Masyarakat Penggila Ikan

Penulis: Adang Chumaidi, 02 November 2022
image
Ikan bakar Bobara

Waktu makan merupakan waktu yang kubenci di setiap harinya. Bukan karena hidangan yang kita makan, bukan karena tempat makan yang kurang nyaman, bukan pula anak-anak kecil yang lari sana sini di dalam rumah, Bukan! Melainkan cerita tuan rumah (setiap tuan rumah yang kami kunjungi) yang membahas makanan di Batu Atas hanya ada ikan, sayurnya ya ikan, lauknya ya ikan. Kemudian dilanjutkan dengan membandingkan makanan di daratan atau di kota yang kita dapat memilih suka hati, entah ayam, sayuran, bahkan mie instan yang beraneka rasa. Untuk kesan pertama ya wajar. Mungkin tuan rumah hendak memaparkan keadaan di desa. Tapi obrolan tersebut berlangsung selama 3 bulan. Bayangkan di setiap makan kita membahas keluh kesah yang sama dibalut dengan rasa iri terhadap pulau tetangga. Dan anehnya ketika sayur, ayam, tahu dan tempe telah dihidangkan, tuan rumah malah berkeluh kesah tidak ada ikan. “lah maunya apa?”. Dari pengalaman tersebut, Tanya sana sini tentang makanan, bahkan sampai bertanya tentang rasa di setiap jenis ikan yang dibakar. Bisa kusimpulkan mayoritas masyarakat desa adalah “Penggila Ikan”
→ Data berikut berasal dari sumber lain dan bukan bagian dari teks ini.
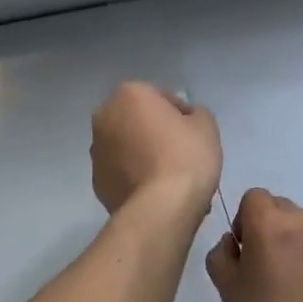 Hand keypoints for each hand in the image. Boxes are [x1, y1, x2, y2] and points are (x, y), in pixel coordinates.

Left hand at [90, 82, 221, 217]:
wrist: (161, 207)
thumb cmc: (186, 156)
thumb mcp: (206, 125)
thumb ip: (195, 113)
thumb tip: (186, 119)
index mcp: (129, 94)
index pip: (162, 96)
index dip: (181, 114)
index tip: (193, 133)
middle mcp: (104, 117)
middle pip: (138, 120)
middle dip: (155, 131)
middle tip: (180, 151)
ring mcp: (96, 151)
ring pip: (126, 146)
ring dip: (142, 153)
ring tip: (167, 175)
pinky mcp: (96, 181)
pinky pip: (121, 171)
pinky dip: (134, 175)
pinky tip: (154, 190)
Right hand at [206, 189, 302, 301]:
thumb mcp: (225, 286)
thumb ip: (222, 252)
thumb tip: (235, 243)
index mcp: (270, 222)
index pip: (253, 198)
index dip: (245, 220)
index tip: (246, 250)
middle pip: (281, 208)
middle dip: (271, 228)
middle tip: (267, 267)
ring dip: (295, 243)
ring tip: (294, 284)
Mengikuti porsi makan warga desa merupakan tantangan besar bagi kami. Ditambah lagi rasa segan dari masing-masing pihak. Kita segan karena tidak makan sebanyak tuan rumah makan (takutnya beliau berfikir makanan tidak enak) dan rasa segan tuan rumah untuk menunjukkan porsi makannya (takutnya tidak sopan terhadap kami). Hal kocak tersebut berjalan selama 2 bulan dan kita baru bisa ngobrol nyaman kepada orang tua angkat kita di bulan ke 3 (karena sudah akrab dan tau kebiasaan dirumah). Jadi selama 2 bulan tuan rumah tidak bisa makan dengan kenyang selayaknya beliau makan dan kami kekenyangan setiap makanan kita tambah. Sungguh hal lucu yang kami obrolkan di gode-gode (lincak dalam bahasa jawa) depan rumah.

Selama 3 bulan kita tinggal didesa, kita masih focus tentang survey kebutuhan listrik, identifikasi masalah ekonomi yang di situ-situ saja, sosial yang penuh dengan kata “keluarga” dan “sepupu” di setiap obrolannya, budaya yang masih kental dengan pembahasan batu keramat di katoba mambulu (batu di puncak pulau) bahkan panasnya politik sepanas udara batu atas dibulan ke-4. Banyak kita temu kebiasaan, budaya dan acara kemasyarakatan yang unik. Anak-anak yang bekeliaran tanpa memakai baju dengan tujuan agar nanti anak menjadi pribadi yang kuat, budaya mengangkat seperangkat alat tidur (kasur, bantal, dipan dll) dan diarak ke rumah perempuan ketika menjelang pernikahan, kebiasaan anak muda joget disetiap speaker bluetooth di hidupkan, sampai porsi makan warga desa yang luar biasa banyak (setidaknya di pandangan kita). Tapi disisi lain budaya dan kekeluargaan di desa kita akui sangat lah kuat dan masih berjalan dengan baik. Budaya orang tua melarang anak perempuan atau laki-laki jalan bersama, kerajinan menenun untuk acara adat, gotong royong masyarakat ketika akan diadakannya acara pernikahan, baruga ataupun acara desa lainnya.